Author Susan Orlean, whose book The Orchid Thief became — more or less — director Spike Jonze and screenwriter Charlie Kaufman's all but unwatchable Adaptation (Meryl Streep played Orlean), has another book out, Rin Tin Tin: The Life and the Legend, published last September.
Today, Deadline's Mike Fleming wrote a piece in which he explains that Orlean "discovered that the true Best Actor winner in the first Oscars in 1929 was the German Shepherd, not the German silent film actor Emil Jannings, who walked away with the prize."
A quote from Rin Tin Tin: The Life and the Legend found in The Hollywood Reporter reads: "According to Hollywood legend, Rinty received the most votes for best actor. But members of the Academy, anxious to establish the awards were serious and important, decided that giving an Oscar to a dog did not serve that end."
I haven't read Orlean's book, so I'm hoping all this nonsense was taken out of context. Or that it is merely a lark. Like Orlean's remark to Fleming:
"That first year that the Oscars were awarded, it seems to have been more a popularity contest than a serious assessment of performance. In terms of popularity, Rin Tin Tin didn't have a peer, he was a huge star around the world and helped Warner Bros transition from its start as a small studio into a large one. I can't imagine that Emil Jannings was opening films, but Rin Tin Tin certainly did."
Rin Tin Tin opened films the way Gene Autry and Roy Rogers would open films. Those were B movies that were highly profitable because they were made so cheaply. By that I'm not dismissing Rin Tin Tin's popularity; he certainly was popular. But Hollywood's top box office attraction in the mid-to-late 1920s? Ahead of, say, Harold Lloyd or Colleen Moore or Al Jolson? Well, only if you believe that Gene Autry's oaters were as big at the box office as the star vehicles for, say, Clark Gable or Gary Cooper.

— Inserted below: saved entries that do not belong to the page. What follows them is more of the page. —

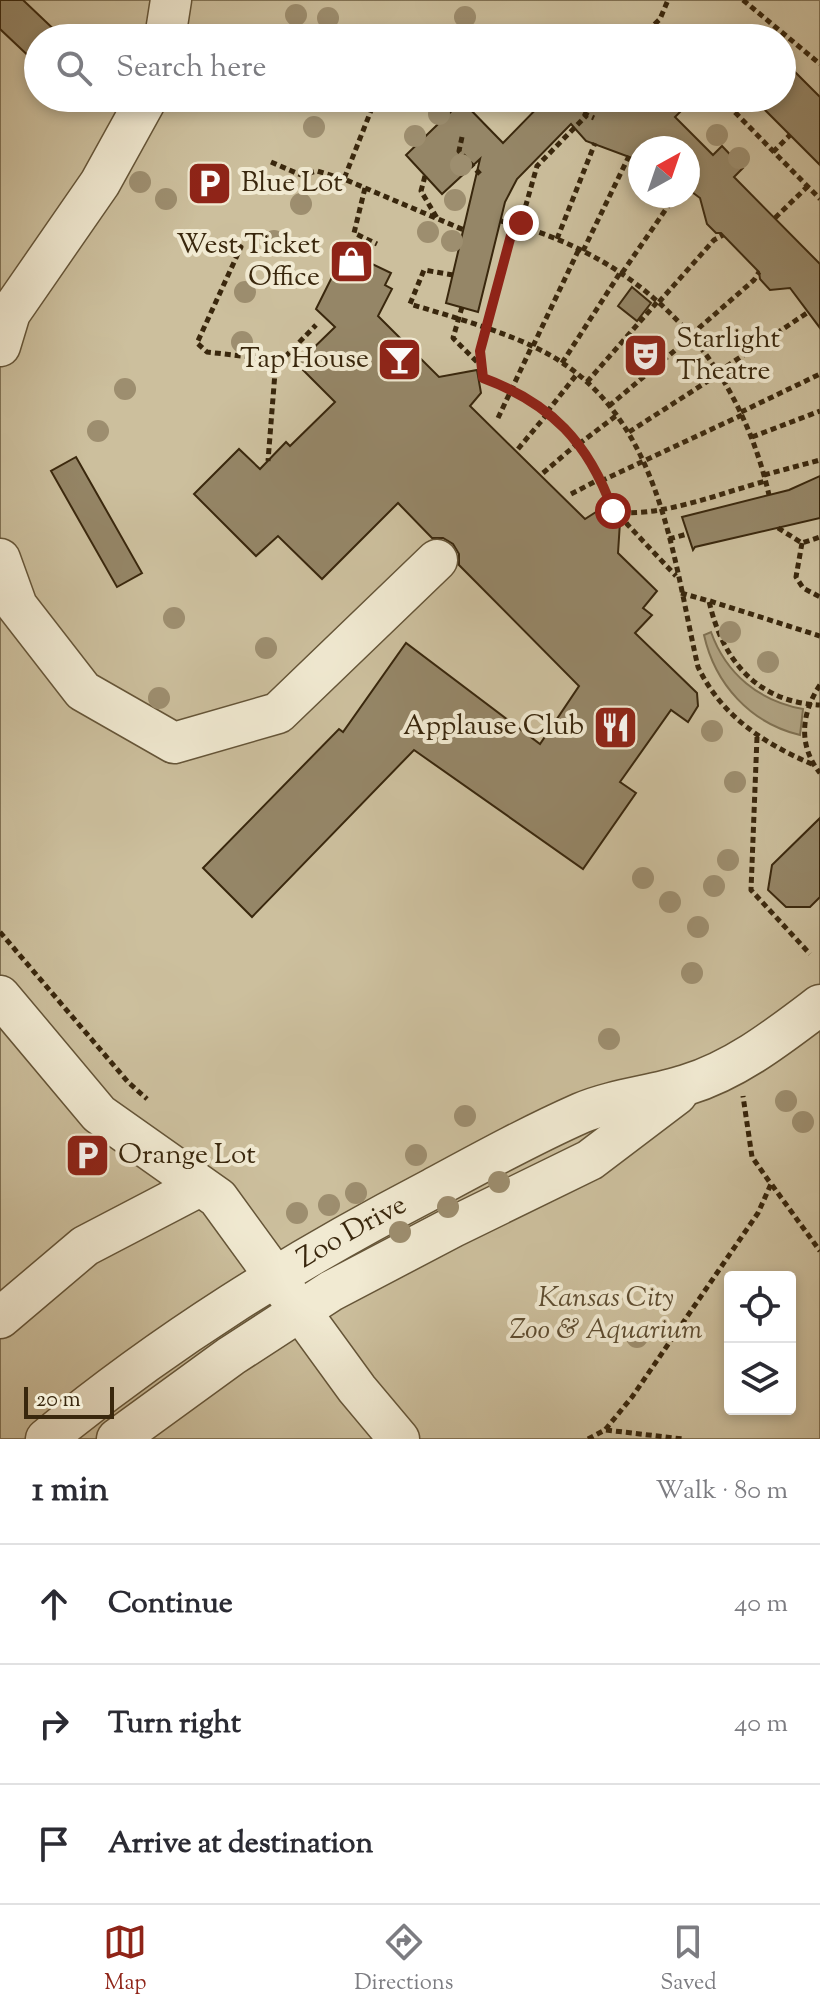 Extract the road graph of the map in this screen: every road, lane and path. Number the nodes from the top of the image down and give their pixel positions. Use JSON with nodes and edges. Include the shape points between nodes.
{"nodes":[{"id":1,"x":171,"y":0,"type":"edge"},
{"id":2,"x":668,"y":0,"type":"edge"},
{"id":3,"x":743,"y":0,"type":"edge"},
{"id":4,"x":167,"y":24,"type":"edge"},
{"id":5,"x":655,"y":24,"type":"edge"},
{"id":6,"x":770,"y":24,"type":"edge"},
{"id":7,"x":796,"y":45,"type":"edge"},
{"id":8,"x":820,"y":64,"type":"edge"},
{"id":9,"x":139,"y":112,"type":"edge"},
{"id":10,"x":370,"y":112,"type":"edge"},
{"id":11,"x":734,"y":112,"type":"edge"},
{"id":12,"x":594,"y":118,"type":"dead end"},
{"id":13,"x":790,"y":135,"type":"dead end"},
{"id":14,"x":462,"y":137,"type":"dead end"},
{"id":15,"x":595,"y":143,"type":"dead end"},
{"id":16,"x":773,"y":152,"type":"junction"},
{"id":17,"x":628,"y":158,"type":"edge"},
{"id":18,"x":271,"y":162,"type":"dead end"},
{"id":19,"x":480,"y":174,"type":"dead end"},
{"id":20,"x":425,"y":176,"type":"dead end"},
{"id":21,"x":344,"y":179,"type":"junction"},
{"id":22,"x":808,"y":186,"type":"junction"},
{"id":23,"x":365,"y":188,"type":"junction"},
{"id":24,"x":820,"y":199,"type":"edge"},
{"id":25,"x":667,"y":208,"type":"edge"},
{"id":26,"x":775,"y":218,"type":"dead end"},
{"id":27,"x":438,"y":219,"type":"junction"},
{"id":28,"x":501,"y":221,"type":"dead end"},
{"id":29,"x":517,"y":225,"type":"junction"},
{"id":30,"x":464,"y":230,"type":"dead end"},
{"id":31,"x":723,"y":235,"type":"dead end"},
{"id":32,"x":557,"y":239,"type":"junction"},
{"id":33,"x":230,"y":240,"type":"dead end"},
{"id":34,"x":377,"y":244,"type":"dead end"},
{"id":35,"x":581,"y":250,"type":"junction"},
{"id":36,"x":759,"y":272,"type":"dead end"},
{"id":37,"x":621,"y":273,"type":"junction"},
{"id":38,"x":453,"y":275,"type":"dead end"},
{"id":39,"x":658,"y":301,"type":"junction"},
{"id":40,"x":462,"y":307,"type":"dead end"},
{"id":41,"x":807,"y":313,"type":"dead end"},
{"id":42,"x":458,"y":320,"type":"junction"},
{"id":43,"x":316,"y":325,"type":"dead end"},
{"id":44,"x":485,"y":329,"type":"junction"},
{"id":45,"x":691,"y":335,"type":"junction"},
{"id":46,"x":0,"y":346,"type":"edge"},
{"id":47,"x":532,"y":346,"type":"junction"},
{"id":48,"x":276,"y":360,"type":"junction"},
{"id":49,"x":562,"y":363,"type":"junction"},
{"id":50,"x":482,"y":367,"type":"junction"},
{"id":51,"x":719,"y":373,"type":"junction"},
{"id":52,"x":577,"y":374,"type":"junction"},
{"id":53,"x":820,"y":374,"type":"edge"},
{"id":54,"x":587,"y":382,"type":"junction"},
{"id":55,"x":511,"y":390,"type":"junction"},
{"id":56,"x":609,"y":406,"type":"junction"},
{"id":57,"x":820,"y":411,"type":"edge"},
{"id":58,"x":548,"y":412,"type":"junction"},
{"id":59,"x":742,"y":413,"type":"junction"},
{"id":60,"x":617,"y":415,"type":"junction"},
{"id":61,"x":498,"y":418,"type":"dead end"},
{"id":62,"x":629,"y":432,"type":"junction"},
{"id":63,"x":752,"y":437,"type":"junction"},
{"id":64,"x":578,"y":444,"type":"junction"},
{"id":65,"x":518,"y":449,"type":"dead end"},
{"id":66,"x":645,"y":460,"type":"junction"},
{"id":67,"x":820,"y":460,"type":"edge"},
{"id":68,"x":268,"y":461,"type":"dead end"},
{"id":69,"x":543,"y":473,"type":"dead end"},
{"id":70,"x":765,"y":478,"type":"junction"},
{"id":71,"x":600,"y":480,"type":"junction"},
{"id":72,"x":571,"y":494,"type":"dead end"},
{"id":73,"x":769,"y":495,"type":"dead end"},
{"id":74,"x":662,"y":509,"type":"junction"},
{"id":75,"x":623,"y":513,"type":"junction"},
{"id":76,"x":778,"y":528,"type":"dead end"},
{"id":77,"x":687,"y":534,"type":"dead end"},
{"id":78,"x":820,"y":537,"type":"edge"},
{"id":79,"x":669,"y":539,"type":"junction"},
{"id":80,"x":802,"y":543,"type":"junction"},
{"id":81,"x":0,"y":559,"type":"edge"},
{"id":82,"x":437,"y":560,"type":"dead end"},
{"id":83,"x":678,"y":578,"type":"junction"},
{"id":84,"x":681,"y":593,"type":"junction"},
{"id":85,"x":820,"y":597,"type":"edge"},
{"id":86,"x":709,"y":601,"type":"junction"},
{"id":87,"x":820,"y":636,"type":"edge"},
{"id":88,"x":820,"y":685,"type":"edge"},
{"id":89,"x":809,"y":704,"type":"junction"},
{"id":90,"x":820,"y":705,"type":"edge"},
{"id":91,"x":757,"y":736,"type":"junction"},
{"id":92,"x":814,"y":765,"type":"junction"},
{"id":93,"x":820,"y":773,"type":"edge"},
{"id":94,"x":0,"y":932,"type":"edge"},
{"id":95,"x":810,"y":954,"type":"dead end"},
{"id":96,"x":0,"y":996,"type":"edge"},
{"id":97,"x":820,"y":1005,"type":"edge"},
{"id":98,"x":688,"y":1085,"type":"junction"},
{"id":99,"x":743,"y":1095,"type":"dead end"},
{"id":100,"x":147,"y":1099,"type":"dead end"},
{"id":101,"x":771,"y":1184,"type":"junction"},
{"id":102,"x":200,"y":1186,"type":"junction"},
{"id":103,"x":820,"y":1251,"type":"edge"},
{"id":104,"x":274,"y":1275,"type":"junction"},
{"id":105,"x":300,"y":1311,"type":"junction"},
{"id":106,"x":0,"y":1318,"type":"edge"},
{"id":107,"x":605,"y":1430,"type":"junction"},
{"id":108,"x":46,"y":1439,"type":"edge"},
{"id":109,"x":117,"y":1439,"type":"edge"},
{"id":110,"x":399,"y":1439,"type":"edge"},
{"id":111,"x":588,"y":1439,"type":"edge"},
{"id":112,"x":683,"y":1439,"type":"edge"}],
"edges":[{"from":1,"to":4,"type":"street"},
{"from":2,"to":5,"type":"path"},
{"from":3,"to":6,"type":"path"},
{"from":7,"to":8,"type":"path"},
{"from":9,"to":46,"type":"street","via":[[100,183],[10,313]]},
{"from":10,"to":21,"type":"path"},
{"from":11,"to":16,"type":"path"},
{"from":12,"to":29,"type":"path","via":[[585,114],[537,166]]},
{"from":13,"to":16,"type":"path"},
{"from":14,"to":19,"type":"path","via":[[459,151]]},
{"from":15,"to":32,"type":"path"},
{"from":16,"to":22,"type":"path"},
{"from":17,"to":35,"type":"path"},
{"from":18,"to":21,"type":"path","via":[[301,175],[317,171]]},
{"from":20,"to":27,"type":"path","via":[[421,191]]},
{"from":21,"to":23,"type":"path"},
{"from":22,"to":24,"type":"path"},
{"from":22,"to":26,"type":"path"},
{"from":23,"to":27,"type":"path"},
{"from":23,"to":34,"type":"path","via":[[354,233]]},
{"from":25,"to":37,"type":"path"},
{"from":27,"to":30,"type":"path"},
{"from":28,"to":29,"type":"path"},
{"from":29,"to":32,"type":"path"},
{"from":29,"to":44,"type":"path"},
{"from":31,"to":39,"type":"path"},
{"from":32,"to":35,"type":"path"},
{"from":33,"to":48,"type":"path","via":[[241,247],[197,343],[207,352]]},
{"from":35,"to":37,"type":"path"},
{"from":35,"to":47,"type":"path"},
{"from":36,"to":45,"type":"path"},
{"from":37,"to":39,"type":"path"},
{"from":37,"to":49,"type":"path"},
{"from":38,"to":42,"type":"path","via":[[424,270],[410,304]]},
{"from":39,"to":45,"type":"path"},
{"from":39,"to":54,"type":"path"},
{"from":40,"to":42,"type":"path"},
{"from":41,"to":51,"type":"path"},
{"from":42,"to":44,"type":"path"},
{"from":42,"to":50,"type":"path","via":[[453,338]]},
{"from":43,"to":48,"type":"path"},
{"from":44,"to":47,"type":"path"},
{"from":44,"to":50,"type":"path"},
{"from":45,"to":51,"type":"path"},
{"from":45,"to":56,"type":"path"},
{"from":47,"to":49,"type":"path"},
{"from":47,"to":55,"type":"path"},
{"from":48,"to":68,"type":"path"},
{"from":49,"to":52,"type":"path"},
{"from":50,"to":55,"type":"path","via":[[483,378]]},
{"from":51,"to":59,"type":"path"},
{"from":51,"to":62,"type":"path"},
{"from":52,"to":54,"type":"path"},
{"from":52,"to":58,"type":"path"},
{"from":53,"to":59,"type":"path"},
{"from":54,"to":56,"type":"path"},
{"from":55,"to":58,"type":"path"},
{"from":55,"to":61,"type":"path"},
{"from":56,"to":60,"type":"path"},
{"from":57,"to":63,"type":"path"},
{"from":58,"to":64,"type":"path"},
{"from":58,"to":65,"type":"path"},
{"from":59,"to":63,"type":"path"},
{"from":59,"to":66,"type":"path"},
{"from":60,"to":62,"type":"path"},
{"from":60,"to":64,"type":"path"},
{"from":62,"to":66,"type":"path"},
{"from":63,"to":70,"type":"path"},
{"from":64,"to":69,"type":"path"},
{"from":64,"to":71,"type":"path"},
{"from":66,"to":71,"type":"path"},
{"from":66,"to":74,"type":"path"},
{"from":67,"to":70,"type":"path"},
{"from":70,"to":73,"type":"path"},
{"from":70,"to":74,"type":"path"},
{"from":71,"to":72,"type":"path"},
{"from":71,"to":75,"type":"path","via":[[613,511]]},
{"from":74,"to":75,"type":"path"},
{"from":74,"to":79,"type":"path"},
{"from":75,"to":83,"type":"path","via":[[627,524]]},
{"from":76,"to":80,"type":"path"},
{"from":77,"to":79,"type":"path"},
{"from":78,"to":80,"type":"path"},
{"from":79,"to":83,"type":"path"},
{"from":80,"to":85,"type":"path","via":[[796,577]]},
{"from":81,"to":82,"type":"street","via":[[17,606],[83,691],[174,743],[278,713]]},
{"from":83,"to":84,"type":"path"},
{"from":84,"to":86,"type":"path"},
{"from":84,"to":91,"type":"path","via":[[705,681]]},
{"from":86,"to":87,"type":"path"},
{"from":86,"to":89,"type":"path","via":[[716,630],[736,665],[771,692]]},
{"from":88,"to":89,"type":"path"},
{"from":89,"to":90,"type":"path"},
{"from":89,"to":92,"type":"path","via":[[804,735]]},
{"from":91,"to":92,"type":"path"},
{"from":91,"to":95,"type":"path","via":[[751,890]]},
{"from":92,"to":93,"type":"path"},
{"from":94,"to":100,"type":"path"},
{"from":96,"to":102,"type":"street","via":[[99,1114]]},
{"from":97,"to":98,"type":"street","name":"Zoo Drive","via":[[727,1068]]},
{"from":98,"to":104,"type":"street","name":"Zoo Drive","via":[[583,1112]]},
{"from":98,"to":105,"type":"street","name":"Zoo Drive","via":[[590,1160]]},
{"from":99,"to":101,"type":"path","via":[[752,1157]]},
{"from":101,"to":103,"type":"path"},
{"from":101,"to":107,"type":"path","via":[[758,1213]]},
{"from":102,"to":104,"type":"street","via":[[218,1198]]},
{"from":102,"to":106,"type":"street","via":[[85,1246]]},
{"from":104,"to":105,"type":"street"},
{"from":104,"to":108,"type":"street","name":"Zoo Drive","via":[[102,1392]]},
{"from":105,"to":109,"type":"street","name":"Zoo Drive"},
{"from":105,"to":110,"type":"street"},
{"from":107,"to":111,"type":"path"},
{"from":107,"to":112,"type":"path"}]}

I should also note that in the first year of the Academy Awards, there were a mere 250-300 voting members. For the most part, those were Hollywood's elite — people like Douglas Fairbanks, Mary Pickford, director Frank Lloyd, and MGM honcho Louis B. Mayer. Each member of the actors' branch could select only one performance in one of two categories, Best Actor and Best Actress. Votes were then tabulated by a Board of Judges and the top three nominees were announced. For the record, they were Emil Jannings for The Way of All Flesh and The Last Command, Richard Barthelmess for The Noose and The Patent Leather Kid, and Charles Chaplin for The Circus.
Chaplin was later removed from consideration and was given an Honorary Award instead. A five-member Central Board of Judges selected the winner: Jannings, who also happened to be the first person to take home — back to Germany — the Academy Award statuette.
The generally accepted story is that Jannings' German accent was going to destroy his Hollywood career, so he decided to return to the Fatherland. There, he remained a star for another 15 years, starring opposite Marlene Dietrich in The Blue Angel (1930), in addition to several Nazi propaganda films, most notably Ohm Krüger / Uncle Kruger (1941). Following the end of World War II, Jannings was banned from working. He died of cancer in 1950.
Rin Tin Tin continued making movies until 1931. His last effort was The Lightning Warrior. He died on August 10, 1932. Although he surely helped to fatten Warner Bros.' coffers, only someone with absolutely no knowledge of film history would claim that Rin Tin Tin, not The Jazz Singer or Lights of New York, helped to transform Warner Bros. into a truly major Hollywood powerhouse.
I don't know how or when the Rin Tin Tin Academy Award rumors began, but they were obviously intended as mockery of the high-sounding Academy and its rich and famous (and usually perceived as stupid) members. By the way, this ludicrous rumor is now part of Internet lore and can be found on the Rin Tin Tin page of the ever-reliable Wikipedia and in various news reports as well. NPR, for Zeus' sake, should know better than to print the legend.